Building consistency
I’ve been thinking a lot lately about our JuLiA training process—how to build a clear set of directions for freelance taggers, and how to ensure that tagging results in quality training documents. See, ultimately, JuLiA’s intelligence is entirely dependent upon the quality of human tagged documents. The nature of her intelligence is that of a very consistent categorizer, so it follows inconsistently tagged documents will build an inherent inconsistency. Here are some of the questions that kept me up at night:
How do we build an expert system to perform a task at “better than human” accuracy with human-tagged training documents? Will not the training documents themselves be inconsistent? What’s more, when training documents are submitted by multiple people, are they not likely to be exponentially more inconsistent? Different people have different styles. Will their combined tags create an inconsistent JuLiA?
My solution is to build as much opportunity for consistency into the process as possible. Here's how:
- Train consistently: everyone gets the same training documents, the same phone call, the same spiel.
- Audit results: everyone gets the same amount of documents to tag, each tagger stops upon reaching certain milestones, at each interval a consistent amount of documents are audited for accuracy and consistency by the project manager.

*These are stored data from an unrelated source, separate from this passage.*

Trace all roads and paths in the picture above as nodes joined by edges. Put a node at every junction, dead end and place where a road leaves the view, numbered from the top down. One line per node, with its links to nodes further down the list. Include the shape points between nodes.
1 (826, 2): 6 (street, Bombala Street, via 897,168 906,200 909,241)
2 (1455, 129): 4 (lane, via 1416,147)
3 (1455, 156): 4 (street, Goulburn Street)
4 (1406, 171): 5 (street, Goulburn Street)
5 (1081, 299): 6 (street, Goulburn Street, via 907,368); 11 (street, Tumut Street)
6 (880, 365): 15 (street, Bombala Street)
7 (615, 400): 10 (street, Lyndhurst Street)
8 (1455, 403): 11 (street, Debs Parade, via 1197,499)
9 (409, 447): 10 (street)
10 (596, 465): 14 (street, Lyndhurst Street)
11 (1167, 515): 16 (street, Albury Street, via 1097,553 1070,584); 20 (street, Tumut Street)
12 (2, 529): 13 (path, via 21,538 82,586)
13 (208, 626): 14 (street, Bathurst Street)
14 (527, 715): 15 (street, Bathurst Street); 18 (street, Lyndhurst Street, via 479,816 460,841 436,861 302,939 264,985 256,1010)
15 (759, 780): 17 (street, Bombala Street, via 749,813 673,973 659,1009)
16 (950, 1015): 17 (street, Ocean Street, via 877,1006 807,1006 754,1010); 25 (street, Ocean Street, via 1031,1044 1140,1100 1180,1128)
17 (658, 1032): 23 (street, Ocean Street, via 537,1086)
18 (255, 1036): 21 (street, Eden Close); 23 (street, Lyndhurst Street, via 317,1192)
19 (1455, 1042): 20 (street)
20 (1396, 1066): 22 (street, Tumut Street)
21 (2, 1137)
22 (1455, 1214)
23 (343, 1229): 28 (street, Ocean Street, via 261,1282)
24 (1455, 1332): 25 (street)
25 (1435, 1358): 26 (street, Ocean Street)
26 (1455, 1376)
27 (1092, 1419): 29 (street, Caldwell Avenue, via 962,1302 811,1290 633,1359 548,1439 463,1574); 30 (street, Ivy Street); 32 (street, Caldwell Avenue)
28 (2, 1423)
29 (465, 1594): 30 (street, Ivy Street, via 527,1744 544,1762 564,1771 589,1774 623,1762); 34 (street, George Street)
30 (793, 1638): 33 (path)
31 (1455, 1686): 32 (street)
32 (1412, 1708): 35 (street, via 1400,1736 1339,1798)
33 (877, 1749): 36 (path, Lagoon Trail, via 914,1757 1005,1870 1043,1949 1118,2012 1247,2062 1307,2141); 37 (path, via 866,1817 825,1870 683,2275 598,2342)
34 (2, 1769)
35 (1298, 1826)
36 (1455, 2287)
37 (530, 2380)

- Re-iterate training: during audits notes are taken and sent to the tagger, taggers correct their own mistakes.
- Be available: a means of reaching the project manager is always available and taggers are encouraged to contact the PM whenever they become unsure of their decision-making
- Iterate process: when unforeseen questions are asked or mistakes are made by one tagger, the rest will receive the same feedback regardless of their own performance.
- Alternate groups: because tagging is tedious and humans are prone to fatigue, boredom, and inconsistency when faced with boring tasks, no tagger will do more than 10,000 documents in a two month period.